§ WHAT THE EXERCISE ASKS:
Set down the data below without change, skipping the pictures it holds.

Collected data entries
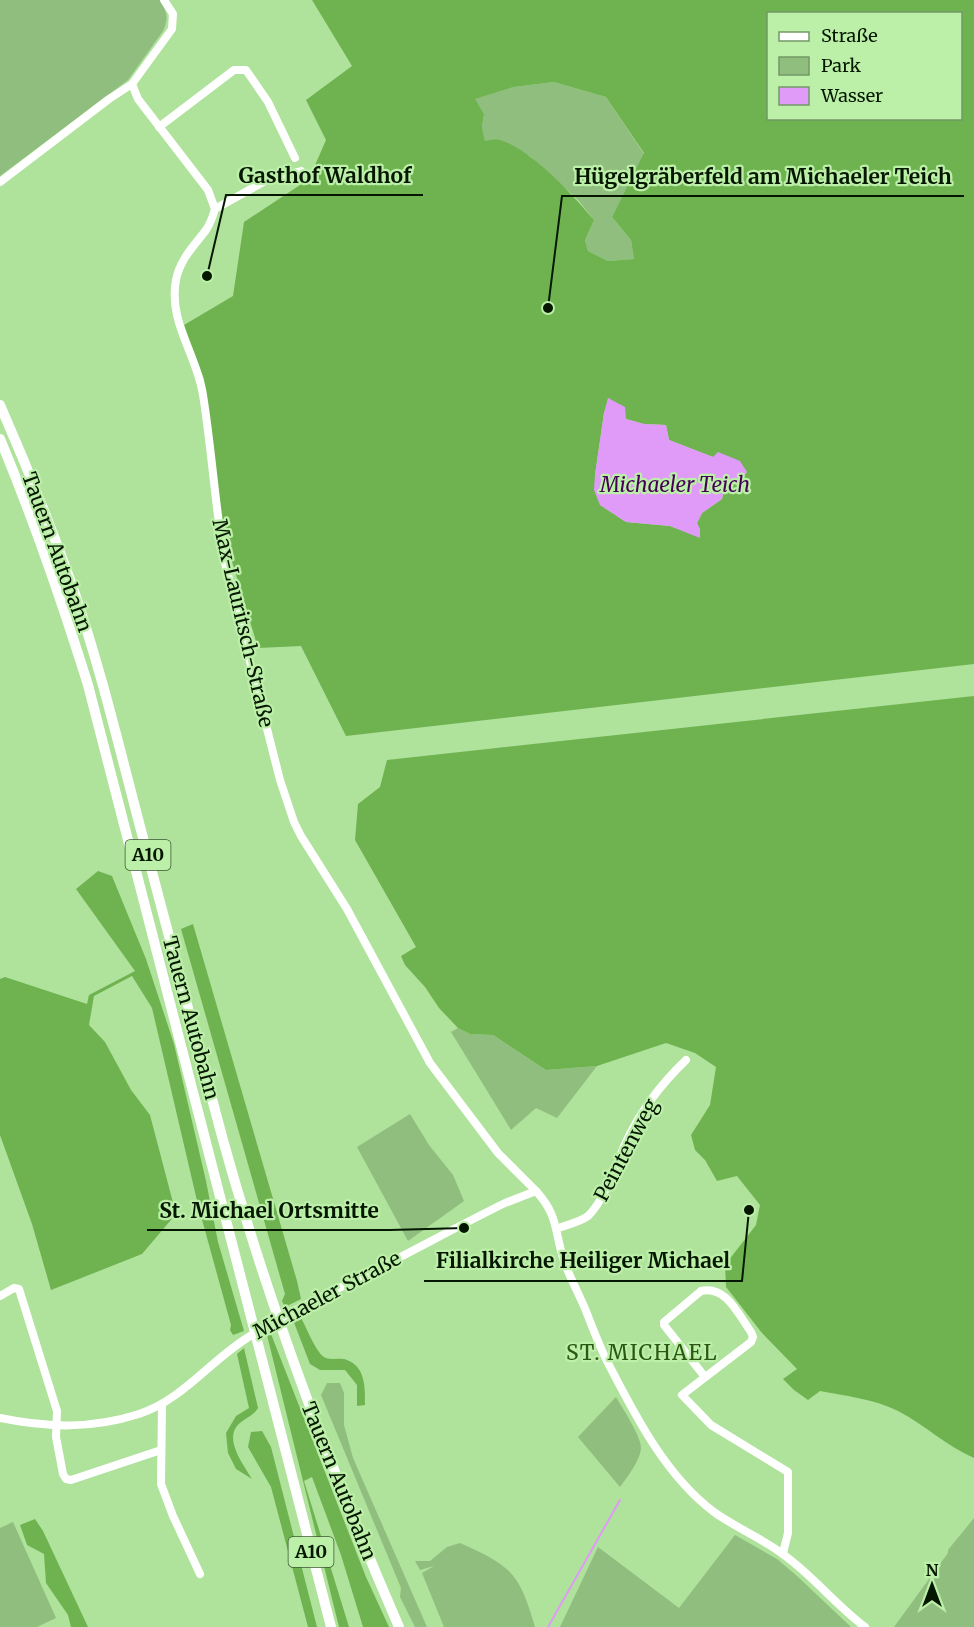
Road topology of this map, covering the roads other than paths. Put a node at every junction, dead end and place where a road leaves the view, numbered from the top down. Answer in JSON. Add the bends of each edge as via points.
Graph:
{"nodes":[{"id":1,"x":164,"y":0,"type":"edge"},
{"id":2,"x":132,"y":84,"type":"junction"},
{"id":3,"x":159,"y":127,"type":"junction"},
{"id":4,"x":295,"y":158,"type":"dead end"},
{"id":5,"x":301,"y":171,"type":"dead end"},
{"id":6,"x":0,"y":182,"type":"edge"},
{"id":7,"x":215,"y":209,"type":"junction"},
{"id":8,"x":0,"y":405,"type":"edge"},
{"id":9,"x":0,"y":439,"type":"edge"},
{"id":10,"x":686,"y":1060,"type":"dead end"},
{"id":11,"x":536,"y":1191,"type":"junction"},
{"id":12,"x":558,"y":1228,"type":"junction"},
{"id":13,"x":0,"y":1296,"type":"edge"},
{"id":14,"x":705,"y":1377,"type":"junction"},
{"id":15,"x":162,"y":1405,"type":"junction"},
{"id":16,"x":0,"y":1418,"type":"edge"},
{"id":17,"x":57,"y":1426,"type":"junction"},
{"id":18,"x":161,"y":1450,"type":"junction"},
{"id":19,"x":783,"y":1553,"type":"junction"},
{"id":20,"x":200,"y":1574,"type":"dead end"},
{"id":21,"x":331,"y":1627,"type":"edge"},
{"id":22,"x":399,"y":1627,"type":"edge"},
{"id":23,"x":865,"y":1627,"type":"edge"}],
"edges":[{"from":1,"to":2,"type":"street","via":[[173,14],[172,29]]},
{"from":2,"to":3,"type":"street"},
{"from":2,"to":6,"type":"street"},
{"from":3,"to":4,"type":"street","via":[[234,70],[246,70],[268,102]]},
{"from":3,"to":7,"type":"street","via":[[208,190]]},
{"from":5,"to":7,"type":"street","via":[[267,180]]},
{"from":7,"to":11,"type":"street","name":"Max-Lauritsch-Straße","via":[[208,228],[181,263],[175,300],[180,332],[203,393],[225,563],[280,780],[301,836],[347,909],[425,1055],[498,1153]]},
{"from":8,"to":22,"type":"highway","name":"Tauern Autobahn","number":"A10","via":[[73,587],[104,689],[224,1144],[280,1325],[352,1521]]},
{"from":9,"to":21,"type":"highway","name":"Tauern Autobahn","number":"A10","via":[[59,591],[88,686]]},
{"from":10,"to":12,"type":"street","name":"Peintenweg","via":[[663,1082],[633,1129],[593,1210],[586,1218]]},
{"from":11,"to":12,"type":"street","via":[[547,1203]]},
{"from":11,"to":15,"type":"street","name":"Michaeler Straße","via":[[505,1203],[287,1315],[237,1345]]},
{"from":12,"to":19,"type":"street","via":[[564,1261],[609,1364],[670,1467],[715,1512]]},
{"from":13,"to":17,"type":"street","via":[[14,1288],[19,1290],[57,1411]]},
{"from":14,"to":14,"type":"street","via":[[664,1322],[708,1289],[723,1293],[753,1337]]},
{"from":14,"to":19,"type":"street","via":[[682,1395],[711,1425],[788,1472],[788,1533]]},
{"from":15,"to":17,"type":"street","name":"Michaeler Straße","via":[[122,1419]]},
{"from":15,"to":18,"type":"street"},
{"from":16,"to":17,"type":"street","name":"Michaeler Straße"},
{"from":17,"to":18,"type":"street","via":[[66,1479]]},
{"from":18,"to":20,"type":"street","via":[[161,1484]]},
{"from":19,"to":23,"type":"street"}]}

§ ANSWER SPACE:
Road topology of this map, covering the roads other than paths. Put a node at every junction, dead end and place where a road leaves the view, numbered from the top down. Answer in JSON. Add the bends of each edge as via points.
Graph:
{"nodes":[{"id":1,"x":164,"y":0,"type":"edge"},
{"id":2,"x":132,"y":84,"type":"junction"},
{"id":3,"x":159,"y":127,"type":"junction"},
{"id":4,"x":295,"y":158,"type":"dead end"},
{"id":5,"x":301,"y":171,"type":"dead end"},
{"id":6,"x":0,"y":182,"type":"edge"},
{"id":7,"x":215,"y":209,"type":"junction"},
{"id":8,"x":0,"y":405,"type":"edge"},
{"id":9,"x":0,"y":439,"type":"edge"},
{"id":10,"x":686,"y":1060,"type":"dead end"},
{"id":11,"x":536,"y":1191,"type":"junction"},
{"id":12,"x":558,"y":1228,"type":"junction"},
{"id":13,"x":0,"y":1296,"type":"edge"},
{"id":14,"x":705,"y":1377,"type":"junction"},
{"id":15,"x":162,"y":1405,"type":"junction"},
{"id":16,"x":0,"y":1418,"type":"edge"},
{"id":17,"x":57,"y":1426,"type":"junction"},
{"id":18,"x":161,"y":1450,"type":"junction"},
{"id":19,"x":783,"y":1553,"type":"junction"},
{"id":20,"x":200,"y":1574,"type":"dead end"},
{"id":21,"x":331,"y":1627,"type":"edge"},
{"id":22,"x":399,"y":1627,"type":"edge"},
{"id":23,"x":865,"y":1627,"type":"edge"}],
"edges":[{"from":1,"to":2,"type":"street","via":[[173,14],[172,29]]},
{"from":2,"to":3,"type":"street"},
{"from":2,"to":6,"type":"street"},
{"from":3,"to":4,"type":"street","via":[[234,70],[246,70],[268,102]]},
{"from":3,"to":7,"type":"street","via":[[208,190]]},
{"from":5,"to":7,"type":"street","via":[[267,180]]},
{"from":7,"to":11,"type":"street","name":"Max-Lauritsch-Straße","via":[[208,228],[181,263],[175,300],[180,332],[203,393],[225,563],[280,780],[301,836],[347,909],[425,1055],[498,1153]]},
{"from":8,"to":22,"type":"highway","name":"Tauern Autobahn","number":"A10","via":[[73,587],[104,689],[224,1144],[280,1325],[352,1521]]},
{"from":9,"to":21,"type":"highway","name":"Tauern Autobahn","number":"A10","via":[[59,591],[88,686]]},
{"from":10,"to":12,"type":"street","name":"Peintenweg","via":[[663,1082],[633,1129],[593,1210],[586,1218]]},
{"from":11,"to":12,"type":"street","via":[[547,1203]]},
{"from":11,"to":15,"type":"street","name":"Michaeler Straße","via":[[505,1203],[287,1315],[237,1345]]},
{"from":12,"to":19,"type":"street","via":[[564,1261],[609,1364],[670,1467],[715,1512]]},
{"from":13,"to":17,"type":"street","via":[[14,1288],[19,1290],[57,1411]]},
{"from":14,"to":14,"type":"street","via":[[664,1322],[708,1289],[723,1293],[753,1337]]},
{"from":14,"to":19,"type":"street","via":[[682,1395],[711,1425],[788,1472],[788,1533]]},
{"from":15,"to":17,"type":"street","name":"Michaeler Straße","via":[[122,1419]]},
{"from":15,"to":18,"type":"street"},
{"from":16,"to":17,"type":"street","name":"Michaeler Straße"},
{"from":17,"to":18,"type":"street","via":[[66,1479]]},
{"from":18,"to":20,"type":"street","via":[[161,1484]]},
{"from":19,"to":23,"type":"street"}]}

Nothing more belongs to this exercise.